▸ Instructions for the task
Return all the lines below exactly as written. Drop every picture.

▸ Records shown
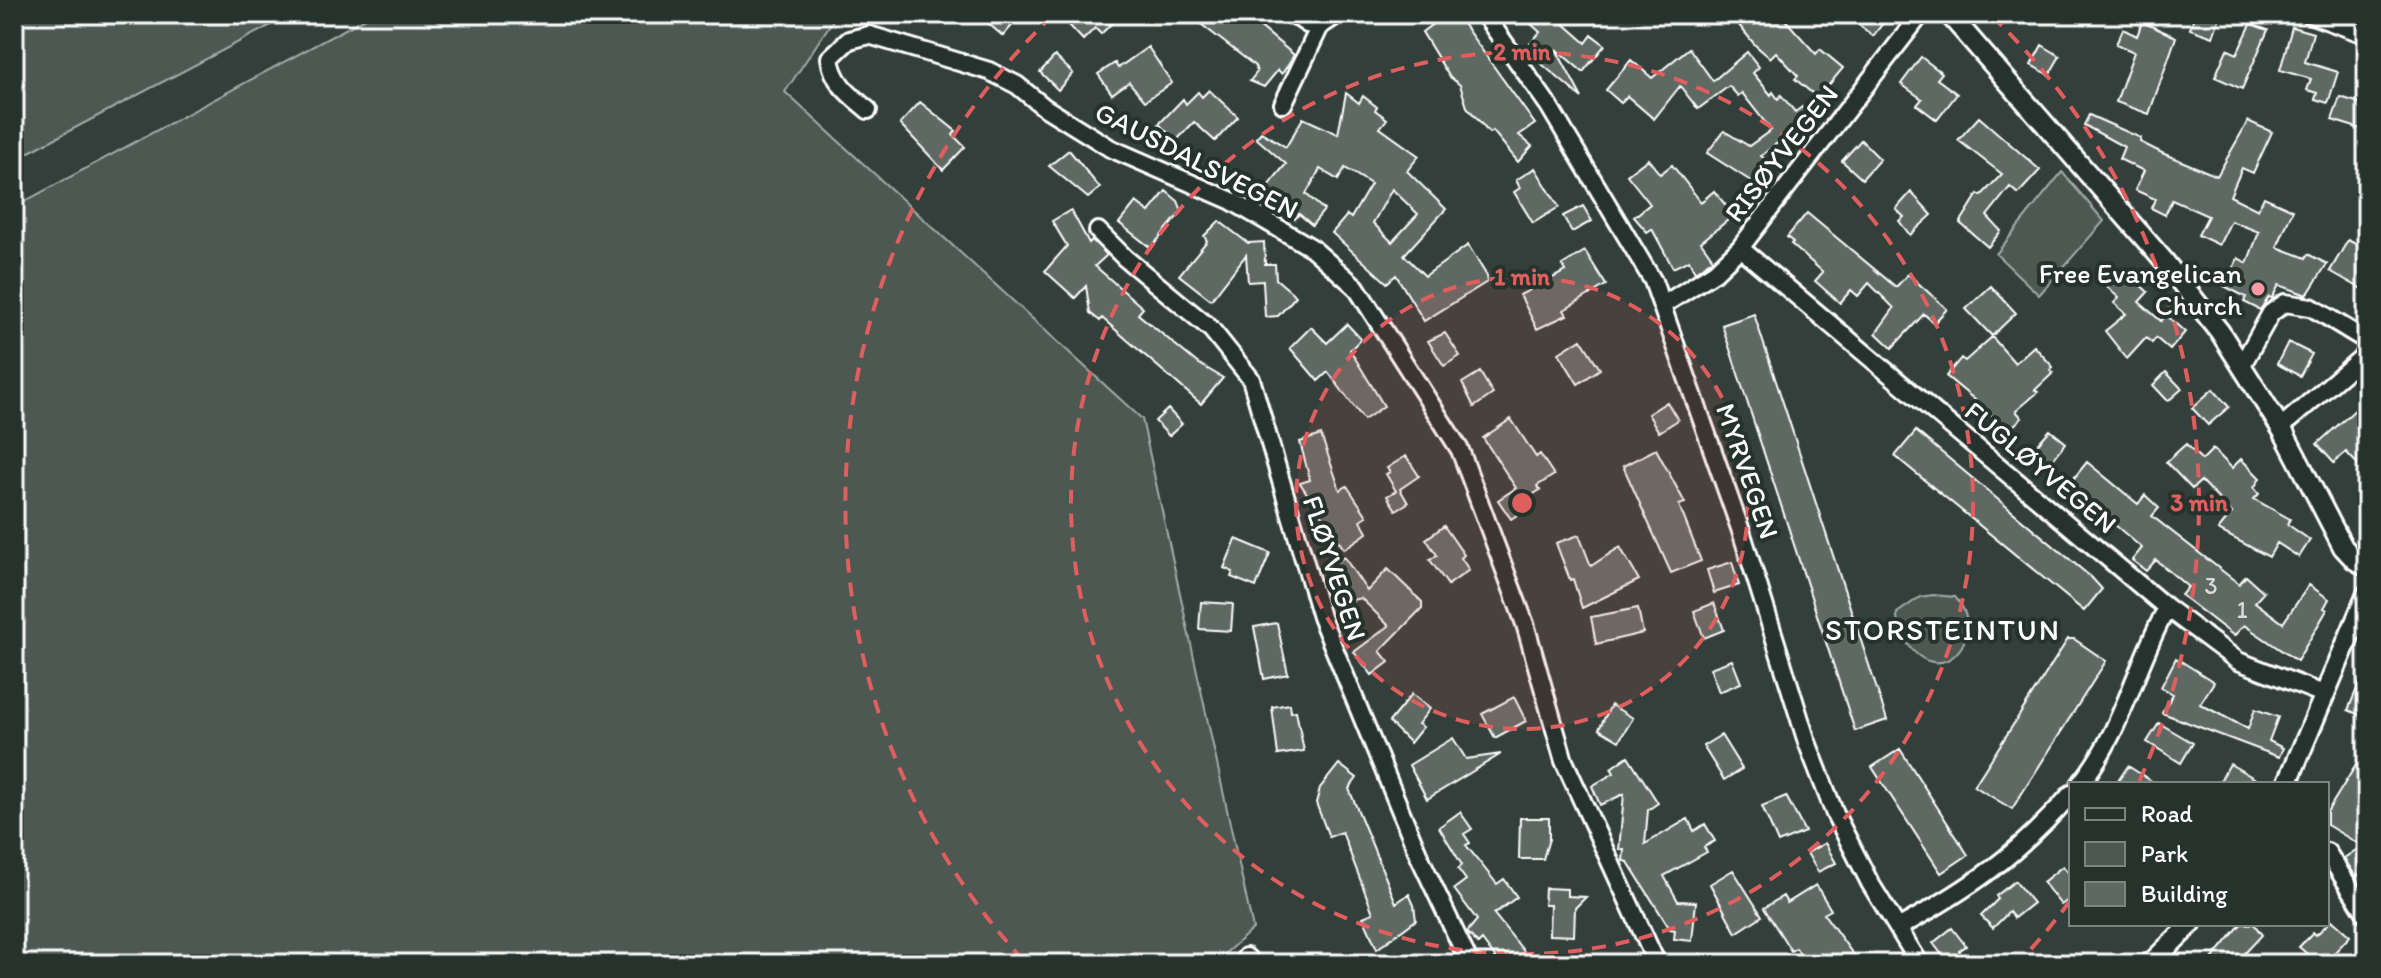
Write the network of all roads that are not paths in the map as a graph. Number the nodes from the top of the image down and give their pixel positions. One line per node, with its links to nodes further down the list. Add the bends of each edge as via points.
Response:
1 (1293, 14): 7 (street)
2 (1338, 14): 7 (street)
3 (1484, 14): 13 (street, MYRVEGEN, via 1593,176)
4 (1921, 14): 12 (street, RISØYVEGEN)
5 (1949, 14): 16 (street, via 2175,273)
6 (2309, 14): 8 (street)
7 (1320, 26): 9 (street)
8 (2367, 35)
9 (1283, 104)
10 (868, 110): 30 (street, GAUSDALSVEGEN, via 842,89 831,69 830,58 849,40 869,35 989,71 1110,148 1232,201 1312,248 1356,287 1460,450 1525,624 1564,761)
11 (1098, 231): 29 (street, FLØYVEGEN, via 1211,329 1251,379 1321,617 1420,858)
12 (1740, 248): 13 (street, RISØYVEGEN, via 1715,272); 20 (street, FUGLØYVEGEN)
13 (1663, 305): 28 (street, MYRVEGEN, via 1813,759 1847,842)
14 (2367, 341): 16 (street, via 2311,307 2285,303 2271,313)
15 (2367, 353): 17 (street)
16 (2242, 365): 17 (street)
17 (2281, 427): 18 (street, via 2343,547)
18 (2367, 567)
19 (2367, 594): 21 (street)
20 (2167, 608): 21 (street, FUGLØYVEGEN, via 2238,661); 22 (street, via 2142,655 2109,745)
21 (2326, 695): 23 (street)
22 (2081, 782)
23 (2288, 782)
24 (2069, 796): 28 (street, via 1992,872)
25 (2329, 855): 26 (street)
26 (2367, 915)
27 (2189, 926): 32 (street)
28 (1898, 928): 31 (street, MYRVEGEN)
29 (1470, 964)
30 (1657, 964)
31 (1920, 964)
32 (2150, 964)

▸ Answer box
Write the network of all roads that are not paths in the map as a graph. Number the nodes from the top of the image down and give their pixel positions. One line per node, with its links to nodes further down the list. Add the bends of each edge as via points.
Response:
1 (1293, 14): 7 (street)
2 (1338, 14): 7 (street)
3 (1484, 14): 13 (street, MYRVEGEN, via 1593,176)
4 (1921, 14): 12 (street, RISØYVEGEN)
5 (1949, 14): 16 (street, via 2175,273)
6 (2309, 14): 8 (street)
7 (1320, 26): 9 (street)
8 (2367, 35)
9 (1283, 104)
10 (868, 110): 30 (street, GAUSDALSVEGEN, via 842,89 831,69 830,58 849,40 869,35 989,71 1110,148 1232,201 1312,248 1356,287 1460,450 1525,624 1564,761)
11 (1098, 231): 29 (street, FLØYVEGEN, via 1211,329 1251,379 1321,617 1420,858)
12 (1740, 248): 13 (street, RISØYVEGEN, via 1715,272); 20 (street, FUGLØYVEGEN)
13 (1663, 305): 28 (street, MYRVEGEN, via 1813,759 1847,842)
14 (2367, 341): 16 (street, via 2311,307 2285,303 2271,313)
15 (2367, 353): 17 (street)
16 (2242, 365): 17 (street)
17 (2281, 427): 18 (street, via 2343,547)
18 (2367, 567)
19 (2367, 594): 21 (street)
20 (2167, 608): 21 (street, FUGLØYVEGEN, via 2238,661); 22 (street, via 2142,655 2109,745)
21 (2326, 695): 23 (street)
22 (2081, 782)
23 (2288, 782)
24 (2069, 796): 28 (street, via 1992,872)
25 (2329, 855): 26 (street)
26 (2367, 915)
27 (2189, 926): 32 (street)
28 (1898, 928): 31 (street, MYRVEGEN)
29 (1470, 964)
30 (1657, 964)
31 (1920, 964)
32 (2150, 964)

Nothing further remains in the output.